One ever-tempting shortcut is, of course, to make them up. Chinese statistics often contain double counting, flawed, missing, or lagging data, and sometimes fly in the face of proxy measures of GDP growth, such as electric output. All of this suggests that Chinese growth might in fact be over-reckoned—but not by much. What they cannot fake, the authorities must bring about. And they do. How?
Of all resources, physical capital lends itself to central planning the best: it can be accumulated almost at will, substituted for brute force, and put to specific use. For this reason, command economies tend to drive it hard. China is no exception: fixed-asset investment—into factories, equipment, infrastructure, commercial and residential real estate, etc.—has made up well over 33 percent of its GDP growth for every year of the last nine. Such numbers are astonishing.
Although large developing countries can be expected to amass capital apace, what we are witnessing in China is an instance of force-feeding rather than healthy appetite. That much is betrayed by the trend of the Chinese economy, which has grown at a near constant rate—however high—over the past decade, in spite of more and more capital fueling it every year. The incremental capital-to-output ratio (ICOR) has risen steeply in China since the early 90s and now measures well above that of Japan, South Korea, and Taiwan at their heyday.[ref]John Wong, China’s Surging Economy, 2007, page 260[/ref] Diminishing marginal returns on capital must already be at work.

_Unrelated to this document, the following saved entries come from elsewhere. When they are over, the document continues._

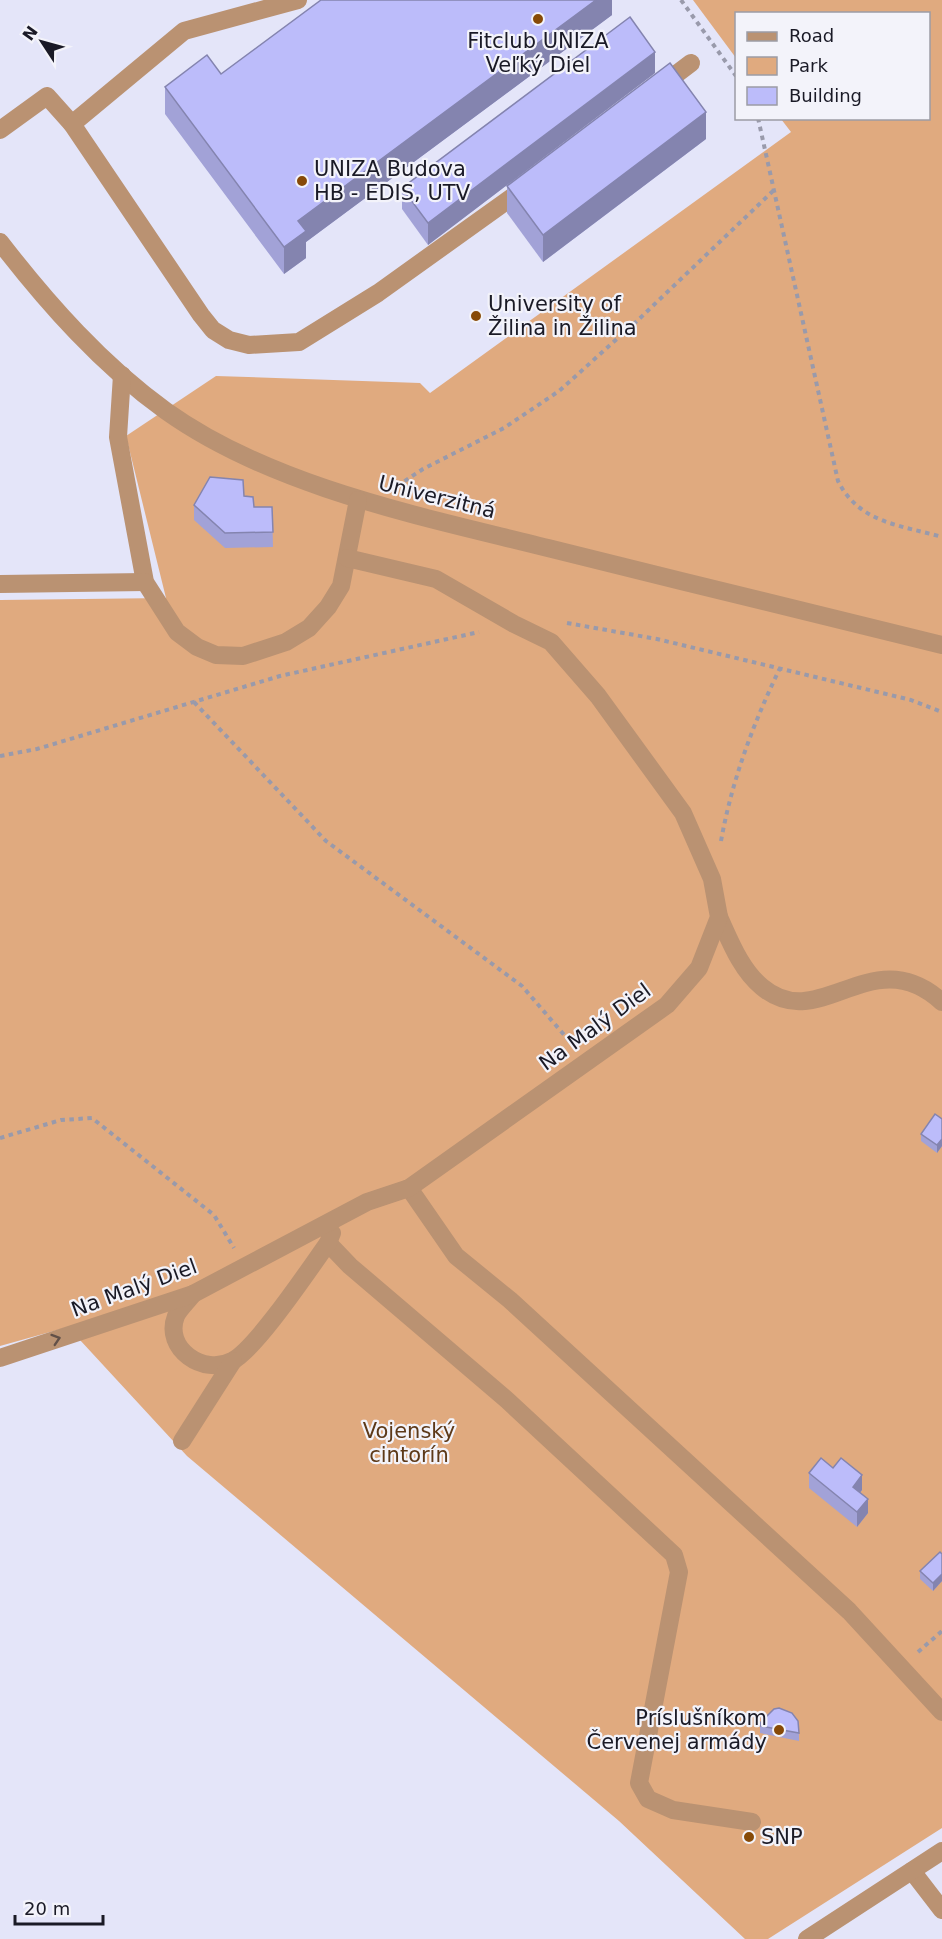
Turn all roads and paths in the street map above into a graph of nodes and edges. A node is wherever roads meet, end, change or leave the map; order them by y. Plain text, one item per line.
1 (298, 0) edge
2 (681, 0) edge
3 (691, 63) dead end
4 (735, 75) edge
5 (644, 99) edge
6 (758, 120) edge
7 (72, 124) junction
8 (0, 130) edge
9 (538, 177) edge
10 (773, 191) junction
11 (0, 242) edge
12 (122, 375) junction
13 (395, 487) dead end
14 (358, 500) junction
15 (942, 537) edge
16 (347, 558) junction
17 (146, 582) junction
18 (0, 584) edge
19 (555, 621) dead end
20 (514, 624) junction
21 (942, 645) edge
22 (780, 668) junction
23 (194, 702) junction
24 (942, 712) edge
25 (0, 756) edge
26 (712, 879) junction
27 (719, 917) junction
28 (942, 1002) edge
29 (587, 1060) junction
30 (0, 1138) edge
31 (409, 1188) junction
32 (337, 1217) junction
33 (328, 1243) junction
34 (246, 1266) junction
35 (193, 1294) junction
36 (0, 1358) edge
37 (233, 1361) junction
38 (182, 1441) dead end
39 (942, 1631) edge
40 (901, 1667) junction
41 (942, 1712) edge
42 (752, 1822) dead end
43 (942, 1851) edge
44 (912, 1871) junction
45 (942, 1910) edge
46 (807, 1939) edge

1 - 7 street
2 - 4 path
3 - 5 street
6 - 10 path
7 - 8 street
7 - 9 street
10 - 13 path
10 - 15 path
11 - 12 street, Univerzitná
12 - 14 street, Univerzitná
12 - 17 street
14 - 16 street
14 - 21 street, Univerzitná
16 - 17 street
16 - 20 street
17 - 18 street
19 - 22 path
20 - 23 path
20 - 26 street
22 - 24 path
22 - 26 path
23 - 25 path
23 - 29 path
26 - 27 street
27 - 28 street
27 - 29 street, Na Malý Diel
29 - 31 street, Na Malý Diel
30 - 34 path
31 - 32 street, Na Malý Diel
31 - 40 street
32 - 33 street
32 - 34 street, Na Malý Diel
33 - 37 street
33 - 42 street
34 - 35 street, Na Malý Diel
36 -> 35 street, Na Malý Diel
35 - 37 street
37 - 38 street
39 - 40 path
40 - 41 street
43 - 44 street
44 - 45 street
44 - 46 street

When their returns taper off, capital-intensive projects attract fewer and fewer private investors, leaving a vacuum for the government to fill. The well-known inadequacies of commend economies with respect to allocating resources profitably and efficiently get even more accentuated when fixed capital is their medium. For underused infrastructure, empty shopping malls, vacant office buildings, and idle factories must contend with the annual costs of upkeep to counter depreciation, in addition to their upfront costs. And that it to say nothing of the unseen, though all-too-real, opportunity costs—that is, the alternative uses of that capital, which free enterprise could have directed to fruitful ends. When approving such projects, central planners often forget about these strings attached. Once the true costs hit home, they are liable to throw good money after bad if by doing so they can prevent the man in the street from noticing that his leaders make expensive mistakes—skyscrapers, factories, malls, and even entire cities eaten by rust if left to their own devices.

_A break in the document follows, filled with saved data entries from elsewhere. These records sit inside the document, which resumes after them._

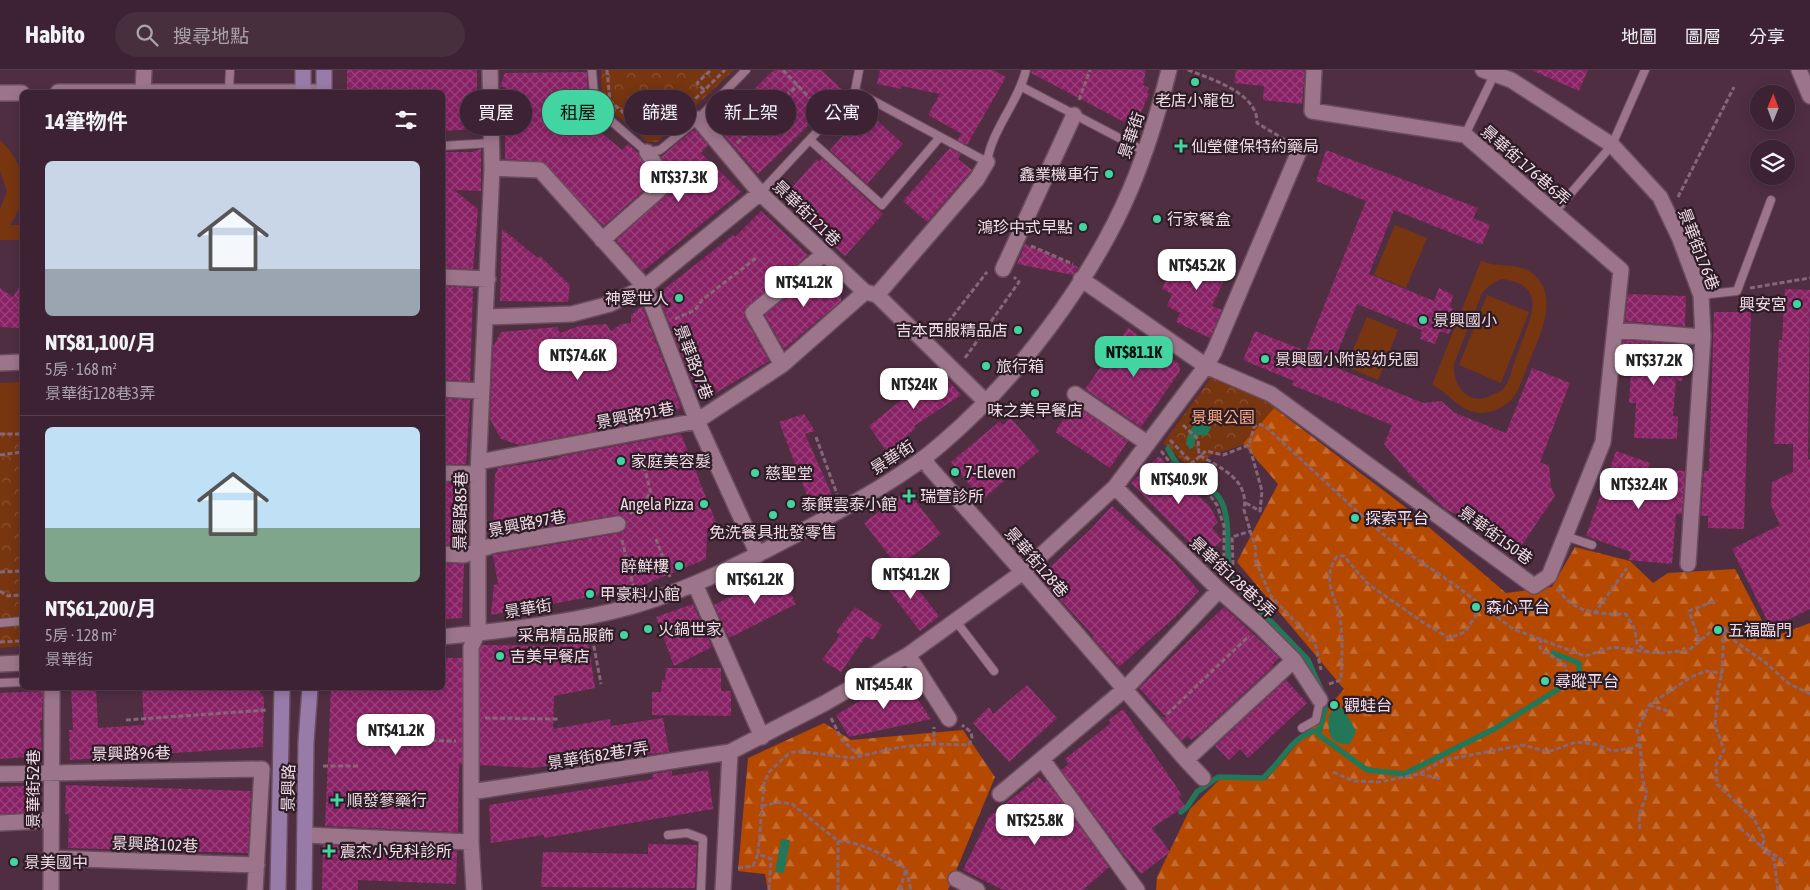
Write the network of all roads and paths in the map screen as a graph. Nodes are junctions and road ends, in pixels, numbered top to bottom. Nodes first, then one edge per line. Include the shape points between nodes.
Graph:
1 (144, 70) edge
2 (230, 70) edge
3 (304, 70) edge
4 (324, 70) edge
5 (490, 70) edge
6 (592, 70) edge
7 (607, 70) edge
8 (711, 70) edge
9 (725, 70) edge
10 (746, 70) edge
11 (783, 70) edge
12 (859, 70) edge
13 (1026, 70) edge
14 (1090, 70) edge
15 (1169, 70) edge
16 (1188, 70) edge
17 (1314, 70) edge
18 (1645, 70) edge
19 (1799, 70) edge
20 (1486, 71) edge
21 (798, 85) junction
22 (1022, 87) junction
23 (1734, 87) dead end
24 (143, 90) edge
25 (229, 90) edge
26 (303, 90) edge
27 (324, 90) edge
28 (704, 90) junction
29 (727, 90) edge
30 (855, 90) edge
31 (0, 93) edge
32 (20, 93) edge
33 (806, 93) edge
34 (1810, 96) edge
35 (696, 98) edge
36 (878, 103) edge
37 (706, 111) edge
38 (624, 113) edge
39 (1074, 115) junction
40 (698, 119) junction
41 (815, 135) edge
42 (1465, 135) junction
43 (940, 137) junction
44 (810, 140) junction
45 (491, 143) junction
46 (445, 146) edge
47 (1612, 146) junction
48 (1300, 149) joint
49 (1144, 151) junction
50 (647, 152) junction
51 (727, 152) junction
52 (987, 162) junction
53 (492, 168) junction
54 (760, 193) junction
55 (1771, 200) dead end
56 (1554, 213) junction
57 (1669, 216) junction
58 (602, 240) junction
59 (1018, 240) junction
60 (824, 254) junction
61 (756, 258) dead end
62 (1074, 264) dead end
63 (1003, 269) junction
64 (445, 277) edge
65 (1810, 278) edge
66 (488, 279) junction
67 (1081, 279) junction
68 (645, 288) junction
69 (1737, 291) junction
70 (871, 293) junction
71 (1700, 295) junction
72 (486, 317) junction
73 (661, 326) junction
74 (1615, 330) junction
75 (1702, 337) junction
76 (929, 346) junction
77 (0, 362) edge
78 (20, 362) edge
79 (782, 365) junction
80 (1206, 366) junction
81 (956, 371) junction
82 (445, 389) edge
83 (481, 390) junction
84 (1075, 394) dead end
85 (987, 403) junction
86 (1188, 417) dead end
87 (697, 421) junction
88 (1183, 425) junction
89 (1178, 430) dead end
90 (635, 433) junction
91 (0, 434) edge
92 (20, 434) edge
93 (1174, 435) dead end
94 (816, 436) dead end
95 (1147, 443) junction
96 (1249, 445) junction
97 (20, 452) edge
98 (0, 455) edge
99 (1200, 455) junction
100 (924, 458) junction
101 (478, 468) junction
102 (445, 473) edge
103 (1115, 487) junction
104 (1246, 503) junction
105 (845, 507) junction
106 (618, 524) junction
107 (1251, 531) junction
108 (1565, 536) junction
109 (656, 539) dead end
110 (1592, 545) dead end
111 (477, 551) junction
112 (445, 554) edge
113 (758, 555) junction
114 (1688, 564) dead end
115 (1225, 567) junction
116 (1627, 568) dead end
117 (20, 571) edge
118 (0, 572) edge
119 (1023, 572) junction
120 (1549, 576) junction
121 (695, 584) junction
122 (634, 590) dead end
123 (1219, 590) junction
124 (0, 591) edge
125 (676, 592) junction
126 (20, 595) edge
127 (1717, 600) dead end
128 (1482, 606) junction
129 (1594, 614) junction
130 (589, 617) junction
131 (956, 620) junction
132 (20, 621) edge
133 (0, 623) edge
134 (1260, 626) junction
135 (1724, 628) junction
136 (478, 632) junction
137 (445, 637) edge
138 (1541, 638) junction
139 (1699, 640) junction
140 (20, 641) edge
141 (0, 642) edge
142 (1648, 652) junction
143 (908, 655) junction
144 (1294, 660) junction
145 (20, 663) edge
146 (0, 664) edge
147 (994, 671) dead end
148 (1722, 673) junction
149 (20, 682) edge
150 (0, 683) edge
151 (1544, 683) dead end
152 (602, 684) dead end
153 (1326, 685) junction
154 (1125, 689) junction
155 (52, 690) edge
156 (282, 690) edge
157 (310, 690) edge
158 (1810, 694) edge
159 (1324, 696) junction
160 (825, 703) junction
161 (1649, 705) junction
162 (268, 710) dead end
163 (1668, 710) dead end
164 (472, 718) junction
165 (559, 719) dead end
166 (126, 720) dead end
167 (946, 722) junction
168 (934, 725) junction
169 (1156, 725) junction
170 (1302, 728) dead end
171 (762, 737) junction
172 (364, 740) dead end
173 (472, 741) junction
174 (1641, 743) junction
175 (934, 744) junction
176 (730, 752) junction
177 (862, 757) junction
178 (1042, 759) junction
179 (1186, 760) junction
180 (323, 766) dead end
181 (360, 766) dead end
182 (51, 772) junction
183 (1333, 772) dead end
184 (0, 774) edge
185 (1419, 774) junction
186 (1203, 778) dead end
187 (1441, 779) dead end
188 (471, 792) junction
189 (1000, 794) dead end
190 (762, 806) junction
191 (50, 818) junction
192 (0, 823) edge
193 (1740, 828) dead end
194 (1640, 829) dead end
195 (668, 835) dead end
196 (304, 836) junction
197 (470, 842) junction
198 (838, 842) junction
199 (1761, 846) junction
200 (1767, 853) junction
201 (758, 854) junction
202 (51, 858) junction
203 (1786, 863) dead end
204 (257, 865) junction
205 (725, 866) junction
206 (906, 869) junction
207 (956, 879) dead end
208 (51, 890) edge
209 (255, 890) edge
210 (278, 890) edge
211 (304, 890) edge
212 (474, 890) edge
213 (701, 890) edge
214 (723, 890) edge
215 (769, 890) edge
216 (838, 890) edge
217 (900, 890) edge
218 (912, 890) edge
219 (977, 890) edge
220 (1137, 890) edge
221 (1778, 890) edge

1 - 24 street
2 - 25 lane
3 - 26 street
4 - 27 street
5 - 45 street, 景興路85巷
6 - 50 lane via 595,107
7 - 38 path via 610,101
8 - 28 path via 697,82
9 - 28 path
10 - 29 lane
11 - 21 path
12 - 30 lane
13 - 22 lane
14 - 39 path
15 - 49 street, 景華街
16 - 48 path via 1240,92 1257,116 1257,122
17 - 42 street, 景華街 176巷6弄 via 1312,111
18 - 47 lane
19 - 34 street
20 - 42 lane
20 - 47 street, 景華街176巷 via 1512,80
21 - 33 path
21 - 51 path
22 - 39 lane
22 - 52 lane via 989,150
23 - 57 path
28 - 35 path
31 - 32 street
36 - 43 lane
37 - 40 lane
39 - 49 lane
39 - 59 street
40 - 50 lane via 660,150
40 - 51 street, 景華街121巷
41 - 44 lane
42 - 56 street, 景華街 176巷6弄
43 - 44 lane via 882,204
43 - 52 lane
44 - 54 lane
45 - 46 lane
45 - 53 street, 景興路85巷
47 - 56 lane
47 - 57 street, 景華街176巷 via 1660,197
48 - 80 street
49 - 67 street, 景華街 via 1114,224
50 - 58 street via 667,183
51 - 54 street, 景華街121巷
52 - 70 street, 景興路91巷 via 977,179
53 - 58 street, 景華路97巷 via 540,170
53 - 66 street, 景興路85巷
54 - 60 street, 景華街121巷
54 - 68 street
55 - 69 lane
56 - 74 street, 景華街 176巷6弄 via 1621,270
57 - 71 street, 景華街176巷
58 - 68 street, 景華路97巷
59 - 62 path
59 - 63 street
60 - 70 street, 景華街121巷
60 - 79 street via 753,313
61 - 73 path via 702,300 695,310
63 - 76 path via 992,265
63 - 81 path via 1020,282
64 - 66 street
65 - 69 path
66 - 72 street, 景興路85巷
67 - 80 street, 景華街150巷
67 - 85 street, 景華街 via 1027,358
68 - 72 street via 610,304 572,314
68 - 73 street, 景華路97巷
69 - 71 lane
70 - 76 street, 景華街121巷
70 - 79 street, 景興路91巷
71 - 75 street, 景華街176巷
72 - 83 street, 景興路85巷
73 - 87 street, 景華路97巷
74 - 75 street
74 - 108 street, 景華街150巷 via 1602,442
75 - 114 street, 景華街176巷
76 - 81 street, 景華街121巷
77 - 78 street
79 - 87 street, 景興路91巷
80 - 95 street
80 - 120 street, 景華街150巷 via 1259,381 1279,400 1534,586
81 - 85 street, 景華街121巷
82 - 83 street
83 - 101 street, 景興路85巷
84 - 95 street
85 - 100 street, 景華街
86 - 88 path
87 - 90 street, 景興路91巷
87 - 113 street, 景華路97巷
88 - 89 path
88 - 99 path via 1198,439
90 - 101 street, 景興路91巷
90 - 106 path via 651,494
91 - 92 path
93 - 99 path via 1170,440 1192,462
94 - 105 path
95 - 103 street
95 - 115 path via 1163,452 1176,470 1209,494 1217,505 1224,526
96 - 99 path via 1223,455 1206,451
96 - 104 path via 1262,491 1260,511
96 - 128 path via 1254,427 1258,424 1265,426 1382,533
97 - 98 path
99 - 104 path via 1238,480
100 - 105 street, 景華街
100 - 119 street, 景華街128巷
101 - 102 street, 景興路91巷
101 - 111 street, 景興路85巷
103 - 119 street
103 - 123 street, 景華街128巷3弄
104 - 107 path via 1244,510
105 - 113 street, 景華街
106 - 111 street, 景興路97巷 via 494,545
106 - 122 path
107 - 115 path via 1232,538 1233,564
107 - 153 path via 1256,560 1272,596 1315,643
108 - 110 lane
108 - 120 street, 景華街150巷
109 - 125 path
111 - 112 street, 景興路97巷 via 464,555
111 - 136 street, 景興路85巷
113 - 121 street, 景華街
115 - 123 path
116 - 129 path
117 - 118 path
119 - 131 street, 景華街82巷7弄
119 - 154 street, 景華街128巷
120 - 129 path via 1564,600
121 - 125 street, 景華街
121 - 171 street
123 - 134 street, 景華街128巷3弄
123 - 154 street
124 - 126 path via 8,596
125 - 130 street, 景華街
127 - 139 path via 1689,611
128 - 138 path via 1512,629
128 - 153 path via 1465,632 1449,638 1368,584 1344,556 1337,556 1331,566 1330,586 1340,618 1341,680
129 - 142 path via 1626,614 1635,630 1637,644
130 - 136 street, 景華街
130 - 152 path
131 - 143 street, 景華街82巷7弄
131 - 147 lane
132 - 133 lane
134 - 144 street, 景華街128巷3弄
134 - 169 path
135 - 139 path via 1715,628
135 - 148 path
135 - 158 path via 1736,642 1788,683
136 - 137 street, 景華街
136 - 164 street, 景興路85巷 via 472,647
138 - 142 path via 1585,656 1612,647
138 - 151 path via 1540,648 1565,665 1567,673
139 - 142 path via 1689,650
140 - 141 path
143 - 160 street, 景華街82巷7弄
143 - 167 street
144 - 159 street, 景華街128巷3弄
144 - 179 street
145 - 146 street
148 - 161 path via 1706,671 1691,677
148 - 199 path via 1714,725 1724,750 1716,765 1717,784 1754,819 1766,840
149 - 150 lane
153 - 159 path
154 - 169 street, 景華街128巷
154 - 178 street
155 - 182 street, 景華街52巷
156 - 210 street, 景興路
157 - 196 street, 景興路
159 - 170 lane via 1316,720
160 - 171 street, 景華街82巷7弄
160 - 177 path via 842,740
161 - 163 path
161 - 174 path via 1637,731
162 - 166 path
164 - 165 path
164 - 173 street, 景興路85巷
167 - 168 path
167 - 168 path
167 - 175 path via 971,732 969,745
168 - 175 path
169 - 179 street, 景華街128巷
171 - 176 street, 景華街82巷7弄
172 - 173 path
173 - 188 street, 景興路85巷
174 - 185 path via 1633,748 1614,751 1576,742 1548,752 1523,745 1444,760
174 - 194 path via 1641,780 1647,793 1639,816
175 - 177 path via 900,746
176 - 188 street, 景華街82巷7弄
176 - 205 street
177 - 190 path via 797,751 788,754 770,771 764,783
178 - 189 street
178 - 220 street
179 - 186 street, 景華街128巷
180 - 181 path
182 - 184 street, 景興路96巷
182 - 191 street, 景華街52巷
182 - 204 street, 景興路96巷 via 262,769
183 - 185 path via 1353,781 1379,782
185 - 187 path
188 - 197 street, 景興路85巷
190 - 198 path via 779,802 792,804
190 - 201 path
191 - 192 street
191 - 202 street, 景華街52巷
193 - 199 path
195 - 213 lane via 687,832 703,839
196 - 197 street
196 - 211 street, 景興路
197 - 212 street, 景興路85巷
198 - 206 path via 847,841
198 - 216 path
199 - 200 path
200 - 203 path via 1769,850
200 - 221 path via 1774,859
201 - 205 path via 753,866
201 - 215 path via 771,859
202 - 204 street, 景興路102巷
202 - 208 street, 景華街52巷
204 - 209 street
205 - 214 street
206 - 217 path
206 - 218 path
207 - 219 street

Consider South China Mall, by far the largest shopping center in the world, twice as big as the previous record holder, built by a “local boy” undeterred by the absence of airports or freeways or bustling cities nearby. Here workers clean the water canals every day, janitors sweep the dust, shopkeepers read and listen to music, and teletubby mascots run around with no children to entertain, for the entire complex is eerily empty. Instead of filing for bankruptcy, the mall has merely changed hands and is now owned and run by the government.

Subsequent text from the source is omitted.